BGB § 249 Abs. 2 S. 2
Leitsatz
Schafft sich der Geschädigte unter Anfall von Mehrwertsteuer ein Ersatzfahrzeug an, ohne dass ein wirtschaftlicher Totalschaden vorliegt, kann er den Ersatz der Mehrwertsteuer bis zu der Höhe verlangen, in der diese im Falle der Reparatur seines beschädigten Fahrzeugs angefallen wäre.
(Leitsatz der Schriftleitung)
LG Aschaffenburg, Urt. v. 24.2.2011 – 23 S 129/10
Sachverhalt
Der Kl. hat die Verurteilung der beklagten Haftpflichtversicherung auf Erstattung der in einem vorprozessualen Gutachten für sein unfallbeschädigtes Kfz auf die erforderlichen Reparaturkosten anfallende Umsatzsteuer verfolgt. Der Gutachter hatte auf die Reparaturkosten eine anfallende Mehrwertsteuer von 1.935,67 EUR ermittelt und festgestellt, dass ein wirtschaftlicher Totalschaden nicht vorliegt. Der Kl. führte jedoch die Reparatur nicht durch, sondern veräußerte sein unfallbeschädigtes Fahrzeug unrepariert und kaufte einen Neuwagen, wobei Mehrwertsteuer i.H.v. 7.197,84 EUR anfiel.

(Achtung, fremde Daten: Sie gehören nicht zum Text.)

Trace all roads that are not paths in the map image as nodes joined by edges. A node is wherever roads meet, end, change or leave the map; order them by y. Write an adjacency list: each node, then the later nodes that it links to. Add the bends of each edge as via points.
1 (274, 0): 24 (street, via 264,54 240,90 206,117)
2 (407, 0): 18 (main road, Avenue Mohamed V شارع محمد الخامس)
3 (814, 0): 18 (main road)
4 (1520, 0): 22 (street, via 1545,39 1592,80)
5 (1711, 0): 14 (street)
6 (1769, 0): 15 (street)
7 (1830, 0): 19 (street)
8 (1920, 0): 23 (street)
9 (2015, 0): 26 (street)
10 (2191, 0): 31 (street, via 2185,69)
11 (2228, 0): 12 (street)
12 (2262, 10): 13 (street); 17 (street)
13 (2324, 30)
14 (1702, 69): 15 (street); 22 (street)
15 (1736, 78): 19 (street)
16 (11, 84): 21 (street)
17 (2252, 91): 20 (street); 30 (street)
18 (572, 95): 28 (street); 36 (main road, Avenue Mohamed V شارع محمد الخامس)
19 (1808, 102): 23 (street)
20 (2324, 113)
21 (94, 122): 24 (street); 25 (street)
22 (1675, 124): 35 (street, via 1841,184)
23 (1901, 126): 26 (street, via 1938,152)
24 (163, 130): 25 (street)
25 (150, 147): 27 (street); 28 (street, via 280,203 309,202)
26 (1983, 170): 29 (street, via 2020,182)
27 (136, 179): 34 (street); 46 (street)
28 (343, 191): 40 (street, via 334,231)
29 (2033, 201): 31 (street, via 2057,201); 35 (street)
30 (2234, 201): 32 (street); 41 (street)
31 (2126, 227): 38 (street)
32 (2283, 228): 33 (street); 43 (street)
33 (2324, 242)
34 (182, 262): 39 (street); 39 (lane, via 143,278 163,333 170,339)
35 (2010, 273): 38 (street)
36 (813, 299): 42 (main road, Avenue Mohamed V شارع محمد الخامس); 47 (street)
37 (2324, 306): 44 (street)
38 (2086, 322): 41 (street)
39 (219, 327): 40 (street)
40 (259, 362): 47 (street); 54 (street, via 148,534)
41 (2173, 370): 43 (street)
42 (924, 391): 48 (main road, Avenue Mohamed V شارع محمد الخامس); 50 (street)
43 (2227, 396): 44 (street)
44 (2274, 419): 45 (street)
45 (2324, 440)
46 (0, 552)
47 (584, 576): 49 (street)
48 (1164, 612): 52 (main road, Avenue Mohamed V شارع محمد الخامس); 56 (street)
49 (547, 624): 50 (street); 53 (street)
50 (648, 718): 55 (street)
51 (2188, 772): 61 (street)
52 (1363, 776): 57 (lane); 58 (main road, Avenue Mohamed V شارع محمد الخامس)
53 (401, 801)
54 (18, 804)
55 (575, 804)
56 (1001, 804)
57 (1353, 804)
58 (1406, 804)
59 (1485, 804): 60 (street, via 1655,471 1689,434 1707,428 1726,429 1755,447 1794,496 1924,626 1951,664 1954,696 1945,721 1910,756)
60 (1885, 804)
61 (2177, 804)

Die Bekl. zahlte an den Kl. den Nettobetrag der festgestellten voraussichtlichen Reparaturkosten und lehnte die Zahlung der darauf entfallenden Mehrwertsteuer mit der Begründung ab, der Kl. habe keine gleichwertige Ersatzsache angeschafft und Umsatzsteuer sei nur dann zu ersetzen, wenn sie bei einer durchgeführten Reparatur angefallen sei.

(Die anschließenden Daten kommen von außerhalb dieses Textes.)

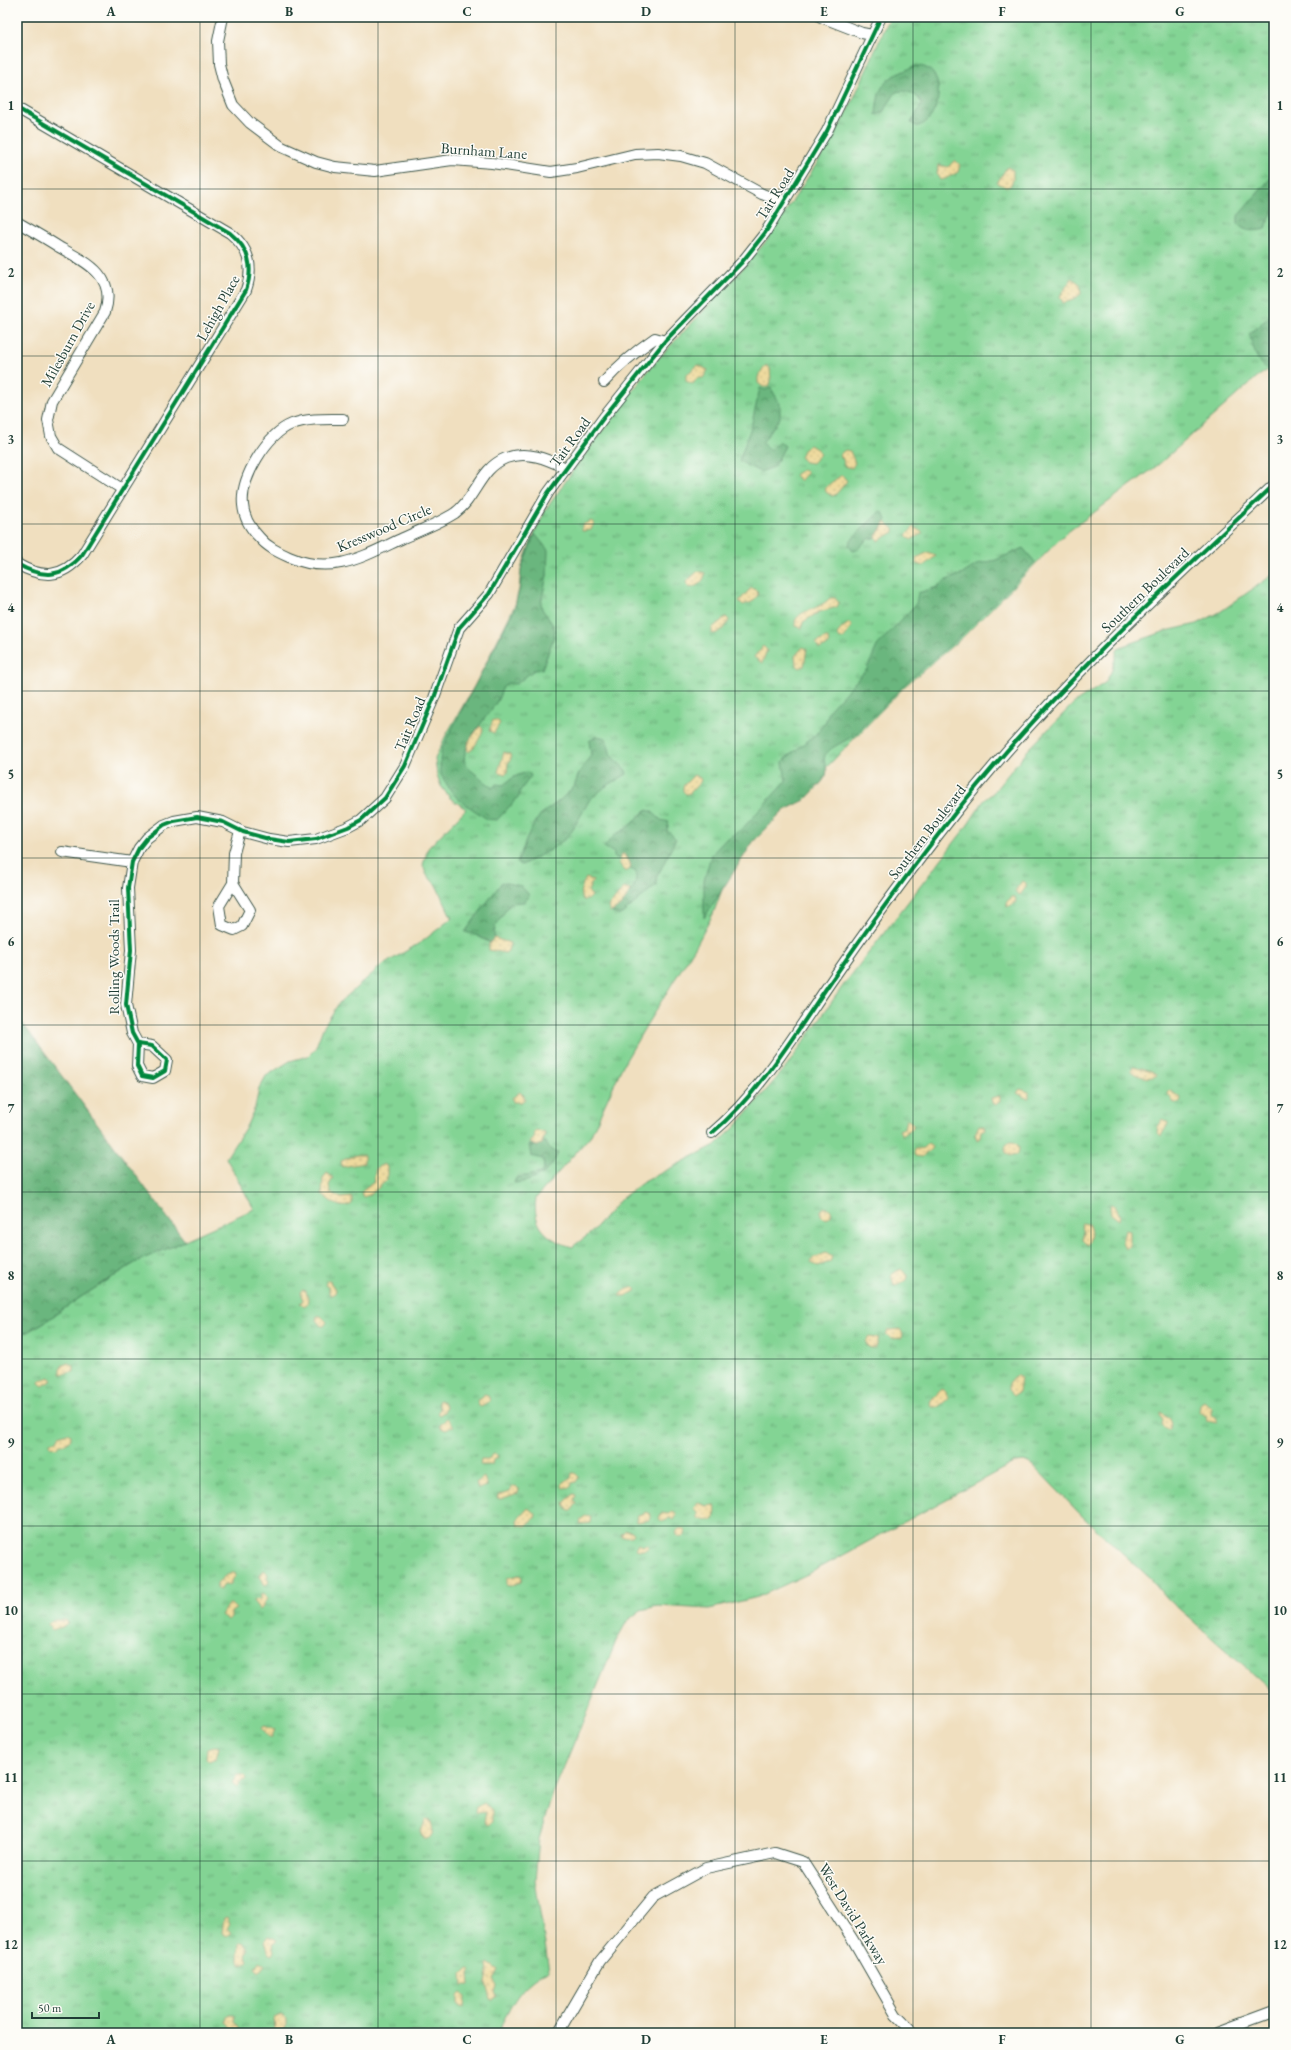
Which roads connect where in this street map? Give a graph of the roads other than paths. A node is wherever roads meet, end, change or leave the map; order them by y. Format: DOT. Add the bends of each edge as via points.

Das LG folgte der Auffassung des AG, dass die Mehrwertsteuer bis zu dem Betrag erstattungsfähig sei, in der sie im Falle der Reparatur angefallen wäre.
2 Aus den Gründen:
“1. Die Frage, ob dem Geschädigten eines Verkehrsunfalls, dessen Pkw nach einem erholten Gutachten mit wirtschaftlich vertretbarem Aufwand zu reparieren ist und der sich dennoch statt zur Reparatur unter Verstoß gegen das Wirtschaftlichkeitspostulat gem. § 249 Abs. 2 S. 1 BGB zum Kauf eines Neuwagens entscheidet, neben dem Anspruch auf Ersatz der Netto-Reparaturkosten auch ein Anspruch auf Zahlung von Umsatzsteuer (in der Höhe, in der diese im Falle der Reparatur des Fahrzeugs angefallen wäre) zusteht, ist umstritten und höchstrichterlich noch nicht entschieden.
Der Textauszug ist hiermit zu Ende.